We waited a minute or two; then the bat lighted, clinging with its small claws to the top of the curtains. Having plucked off my shoes, I nipped up onto the sofa and with a vigorous swoop captured the beast. It struggled in my grasp, and its mouth stretched wide to let out a high, hissing little shriek of fear. Its agonized pulsing filled my hand. It tried to bite me with needle-sharp teeth.
“Look at that mean face, man,” somebody said, stepping back.
“No, they’re perfectly harmless. Better than that – they eat mosquitoes. Let me put it out quickly – I shouldn’t hold it like this, the tribe might reject it or something, for smelling of people.” One or two of them gave me an odd look at this, but nobody interfered when I leaned well out of the window and released the bat into the warm air that smelled of city dust and decaying leaves. It disappeared with a flick into the darkness. I wondered where it would go, and whether it would remember its invasion of another world; whether by some freak of taste it might have taken a fancy to living in the light, and might try to come in again, welcome or no.
By then it was well after one in the morning, and people began to drift toward the door for home.
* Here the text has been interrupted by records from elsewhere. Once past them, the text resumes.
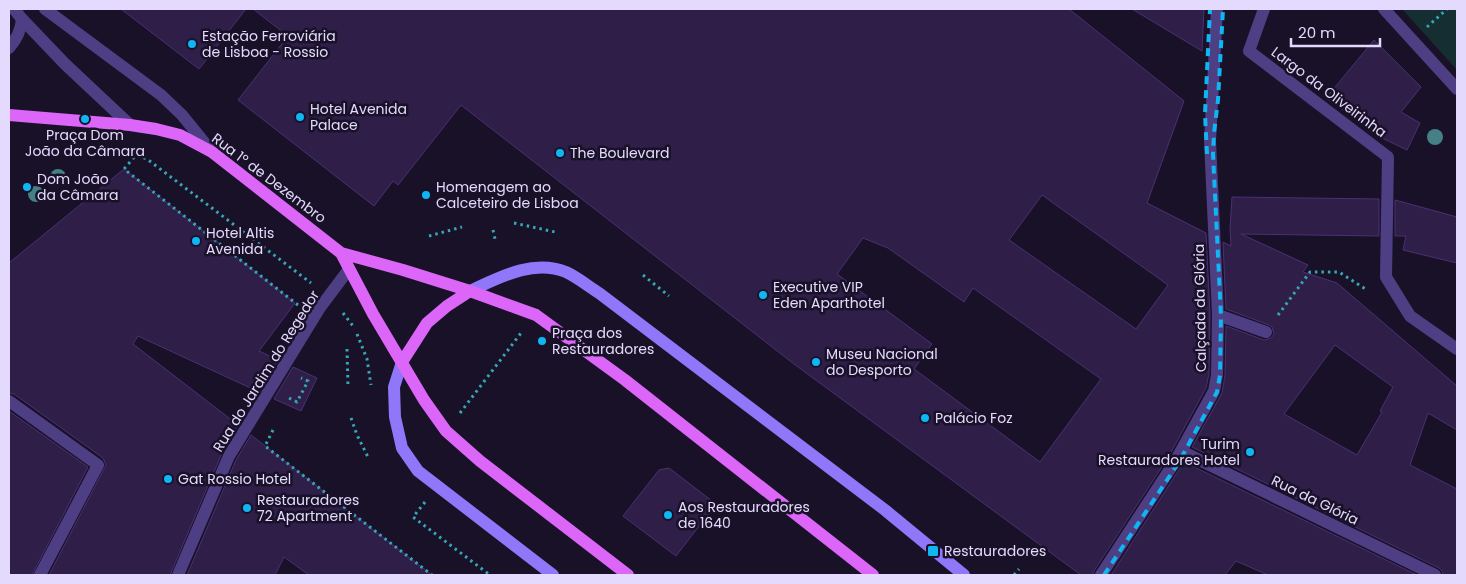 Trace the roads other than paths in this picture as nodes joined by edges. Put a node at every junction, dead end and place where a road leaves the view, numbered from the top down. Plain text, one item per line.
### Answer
1 (45, 9) edge
2 (1217, 9) edge
3 (1264, 9) edge
4 (1384, 9) edge
5 (18, 14) edge
6 (9, 48) edge
7 (1457, 89) edge
8 (9, 115) edge
9 (130, 125) junction
10 (212, 152) junction
11 (341, 253) junction
12 (349, 269) junction
13 (470, 291) junction
14 (1218, 315) junction
15 (1266, 332) road end
16 (1457, 349) edge
17 (402, 362) junction
18 (9, 401) edge
19 (1181, 451) junction
20 (40, 575) edge
21 (178, 575) edge
22 (553, 575) edge
23 (628, 575) edge
24 (873, 575) edge
25 (965, 575) edge
26 (1100, 575) edge
27 (1435, 575) edge

1 - 10 street
2 - 14 street, Calçada da Glória
3 - 16 street, Largo da Oliveirinha
4 - 7 street
5 - 6 street
5 - 9 street
8 - 9 main road
9 - 10 main road, Rua 1º de Dezembro
10 - 11 main road, Rua 1º de Dezembro
11 - 12 main road
11 - 13 main road
12 - 17 main road
12 - 21 street, Rua do Jardim do Regedor
13 - 17 main road
13 - 24 main road
13 - 25 street
14 - 15 street
14 - 19 street, Calçada da Glória
17 - 22 street
17 - 23 main road
18 - 20 street
19 - 26 street, Calçada da Glória
19 - 27 street, Rua da Glória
Absently I returned any goodnights that came my way. Thinking about tomorrow’s nine-o’clock lecture in chemistry, and my pile of new textbooks, I hugged a delicious anticipation. Tomorrow the adventure would really start. The long, empty preamble of my childhood would be over at last.
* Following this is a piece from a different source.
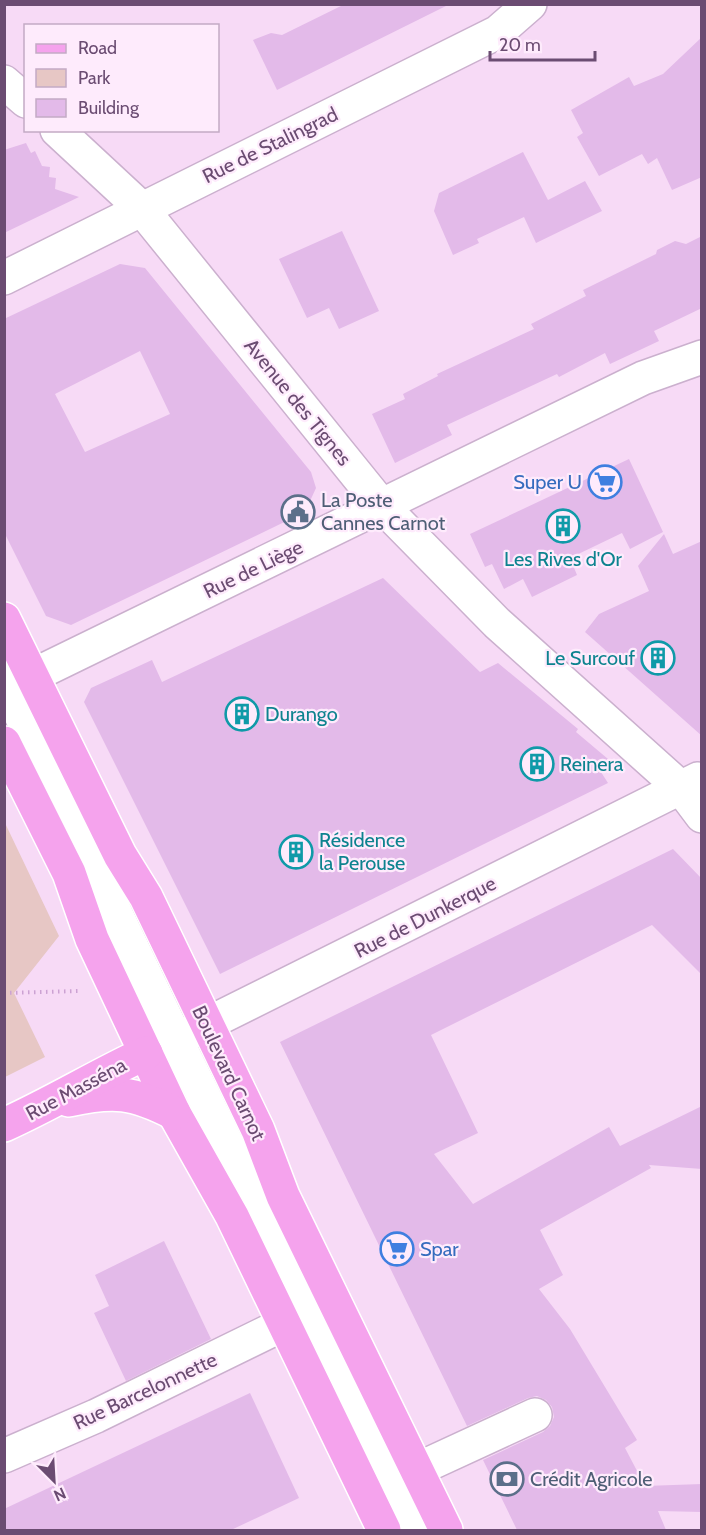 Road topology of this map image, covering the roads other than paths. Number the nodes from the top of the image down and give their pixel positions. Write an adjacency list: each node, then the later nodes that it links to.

When the three of us were left alone, I began to pick up some of the party débris, but they said, “Forget it, Anne; not your first night. Tomorrow we’ll work out a system, but tonight we’ll clean up. You go get some sleep.”
“Well, thanks … goodnight, then.”
But I was too wound up to sleep, even after unpacking all my books and other belongings. In the kitchen just down the hall, Bonnie and Karen clattered dishes and laughed. Outside in the sultry September air a late tram ground along its track; cars squealed at intersections; a
TV
movie blattered. The apartment was full of unfamiliar smells – fried rice, beer, toasted cheese, and a sweetish kind of smoke. I lay on my back and tried to doze, but the room seemed terribly hot, even with the window wide open. No wonder; hopping up, I discovered that the radiator was sizzling. The place was even hotter than the Don Mills apartment Max and Billie had just moved into. But she adored central heating, while I found it oppressive.
Suddenly I felt a qualm that could only be an absurd kind of homesickness. I wondered, not for the first time, why Max had been the first to suggest I find a room or share digs downtown instead of staying with them. “You won’t want to waste a couple of hours every day on buses,” he said. “Besides, it will be a hundred times more fun for you, being on your own,” added Billie. I agreed entirely with both of them, and yet … well, it was very late, and I was tired. Once more I tried to settle down, but the room was so unbearably stuffy that I finally got up and opened the door, hoping a little cooler air might find its way in. Back in bed, I turned on my side and curled up, only to find that the conversation of Karen and Bonnie in the kitchen was now too close for comfort. Especially since it was soon apparent they were talking about me.